Ever wonder if the cure feels more painful than the disease? Ever consider throwing your laptop out the window?
We have become so dependant on computers to communicate and conduct our daily business. We carry our laptop on trips with us and treat it as if it were an appendage to our body. But wait! It gets worse. We carry our i-phone or Blackberry clipped to our purse or belt. Every meeting opens with the announcement to please turn off all electronic noise makers as a courtesy to the speaker. It is automatically expected that the majority of the audience will be packing electronic hardware.

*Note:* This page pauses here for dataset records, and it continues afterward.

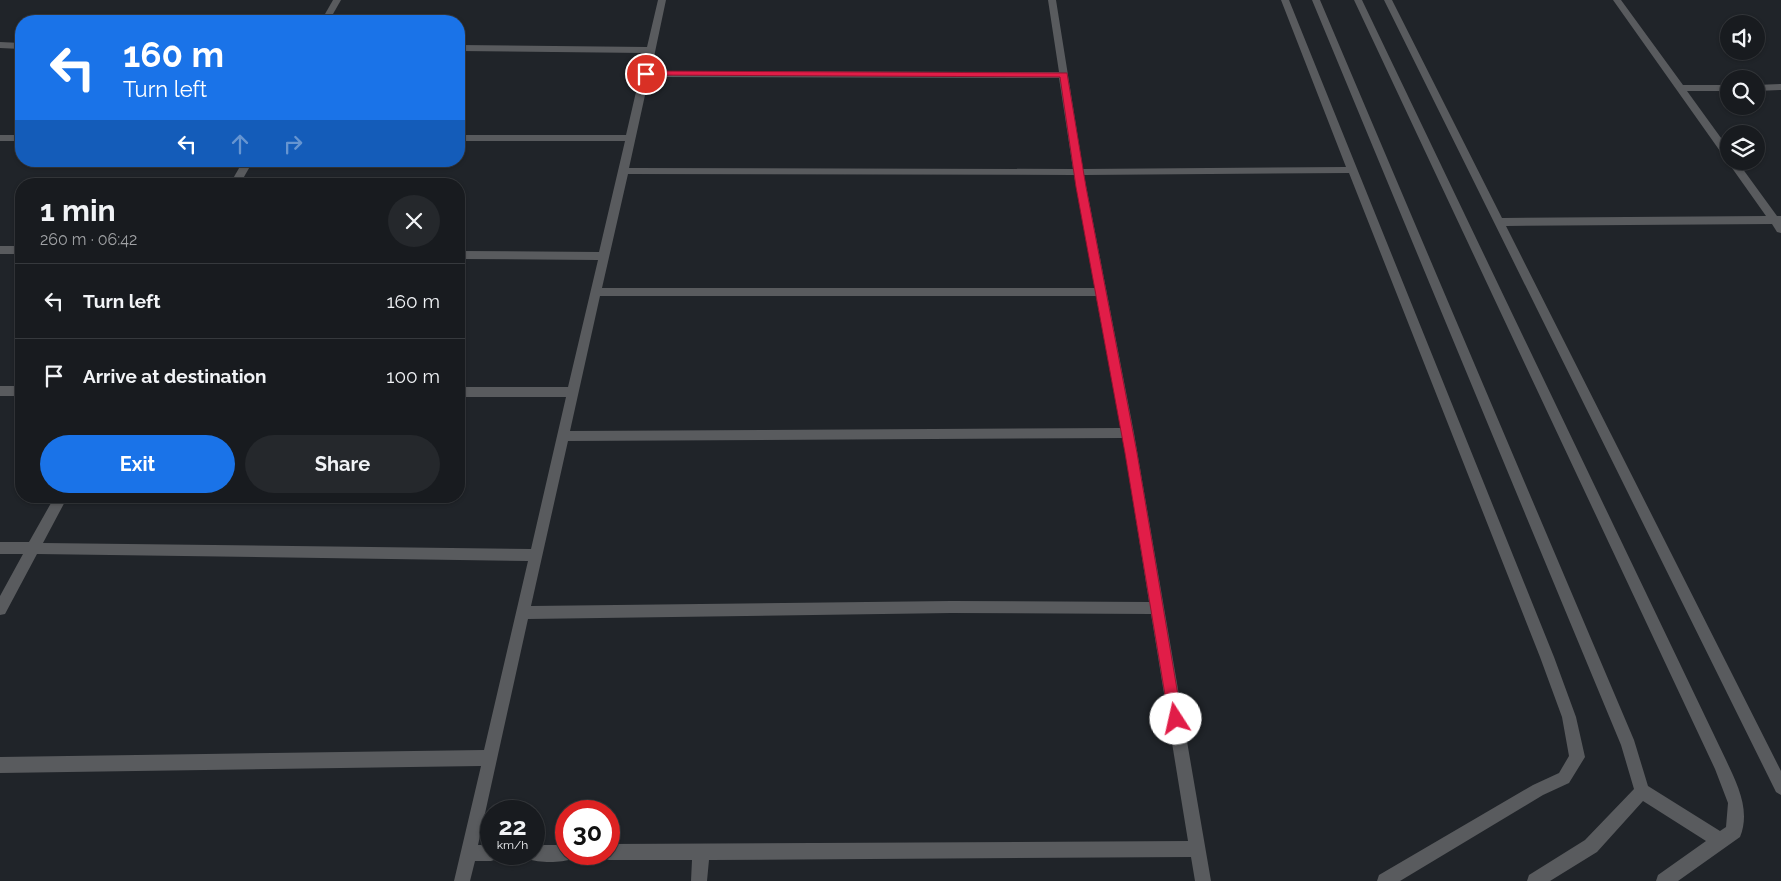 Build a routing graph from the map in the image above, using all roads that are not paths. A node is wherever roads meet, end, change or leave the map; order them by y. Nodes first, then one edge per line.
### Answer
1 (336, 0) edge
2 (662, 0) edge
3 (1052, 0) edge
4 (1286, 0) edge
5 (1316, 0) edge
6 (1358, 0) edge
7 (1388, 0) edge
8 (1618, 0) edge
9 (328, 15) edge
10 (0, 45) edge
11 (15, 46) edge
12 (465, 48) edge
13 (651, 50) junction
14 (646, 74) junction
15 (1064, 75) junction
16 (1781, 87) edge
17 (1679, 88) junction
18 (1720, 88) edge
19 (1765, 88) edge
20 (0, 138) edge
21 (15, 138) edge
22 (465, 138) edge
23 (631, 138) junction
24 (1720, 145) edge
25 (245, 167) edge
26 (1353, 170) junction
27 (1739, 170) edge
28 (623, 171) junction
29 (1079, 172) junction
30 (238, 178) edge
31 (1500, 222) junction
32 (1779, 223) edge
33 (0, 250) edge
34 (15, 250) edge
35 (465, 255) edge
36 (604, 256) junction
37 (596, 292) junction
38 (1101, 292) junction
39 (0, 391) edge
40 (15, 391) edge
41 (465, 392) edge
42 (573, 392) junction
43 (1128, 433) junction
44 (563, 436) junction
45 (58, 503) edge
46 (0, 548) edge
47 (34, 548) junction
48 (537, 554) junction
49 (1157, 608) junction
50 (0, 609) edge
51 (523, 613) junction
52 (490, 758) junction
53 (0, 765) edge
54 (1781, 787) edge
55 (1642, 791) junction
56 (1721, 841) junction
57 (1198, 849) junction
58 (620, 852) edge
59 (701, 852) junction
60 (469, 853) junction
61 (480, 853) edge
62 (462, 881) edge
63 (699, 881) edge
64 (1203, 881) edge
65 (1385, 881) edge
66 (1535, 881) edge
67 (1664, 881) edge

1 - 9 street
2 - 13 street
3 - 15 street
4 - 26 street
5 - 55 street
6 - 56 street
7 - 31 street
8 - 17 street
10 - 11 street
12 - 13 street
13 - 14 street
14 - 15 street
14 - 23 street
15 - 29 street
16 - 19 street
17 - 18 street
17 - 24 street
20 - 21 street
22 - 23 street
23 - 28 street
25 - 30 street
26 - 29 street
26 - 65 street
27 - 32 street
28 - 29 street
28 - 36 street
29 - 38 street
31 - 32 street
31 - 54 street
33 - 34 street
35 - 36 street
36 - 37 street
37 - 38 street
37 - 42 street
38 - 43 street
39 - 40 street
41 - 42 street
42 - 44 street
43 - 44 street
43 - 49 street
44 - 48 street
45 - 47 street
46 - 47 street
47 - 48 street
47 - 50 street
48 - 51 street
49 - 51 street
49 - 57 street
51 - 52 street
52 - 53 street
52 - 60 street
55 - 56 street
55 - 66 street
56 - 67 street
57 - 59 street
57 - 64 street
58 - 59 street
59 - 63 street
60 - 61 street
60 - 62 street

I even see people walk into church and the gym with their cell phone clipped to their waist. I understand “reach out and touch someone” but one hour? We have become hopelessly addicted. The next thing you know, we will see groups meeting in secret and calling themselves CAs – communication addicts or computer addicts.
Before you get paranoid or upset, let me confess; I’m guilty, too. This is spreading to epidemic proportions. My adorable 4 year old grandson already has a serious case of computer addiction. Kaden can’t wait to get his sticky fingers on my Blackberry and laptop. Don’t get me wrong, he actually knows exactly what to do with them as well. Of course he looks for the games first, but this little whiz kid knows how to find them and how to play them as well. We have created a generation of addicts. What is this world coming to?
Why does this topic occupy the forefront of my attention today? Slightly over a week ago, I wrote about my computer suffering from the terminal “blue screen of death.” The patient remained in the electronic ER and returned home with the new Windows 7 operating system. Good news and bad news. Good news that the data was recovered and reinstalled. Bad news that Windows XP died on the operating table. Windows 7 was transplanted and the patient lived. Major surgery and a thorough internal electronic enema added to the recovery period. Windows 7 is Microsoft’s newest “latest and greatest” operating system. Sounds exciting, right? Yes and no. Officially, Windows 7 will not be released to the public until about October 23.
Such an infant stage for an operating system logically follows that many programs and technicians are less than familiar with all of the complexities and adaptations. So far I have five one-half hours with Palm Pilot to discover than my Tungsten C refuses to play nice with Windows 7; I have a PDA with zero hot sync capability. Cyberspace help me if the PDA is lost or runs out of battery charge.
Today was four hours with my desktop check scanner reaching for the computer and touching fingers but failing to complete the electronic handshake. Thanks to wonderful patient techies at Treasury Gateway, we finally managed a stop gap work-a-round temporary solution.
Installing a new, almost released, operating system on a non-techie owned laptop computer requires patience, a pot of strong coffee and occasionally a bullet to bite on to suppress the thoughts and words which would sneak toward conscious expression.
Progress! Most programs are working. Currently I am able to work. Oh yes, I’m learning in ever so many ways. I’m also grateful for an inquiring mind and desire to learn.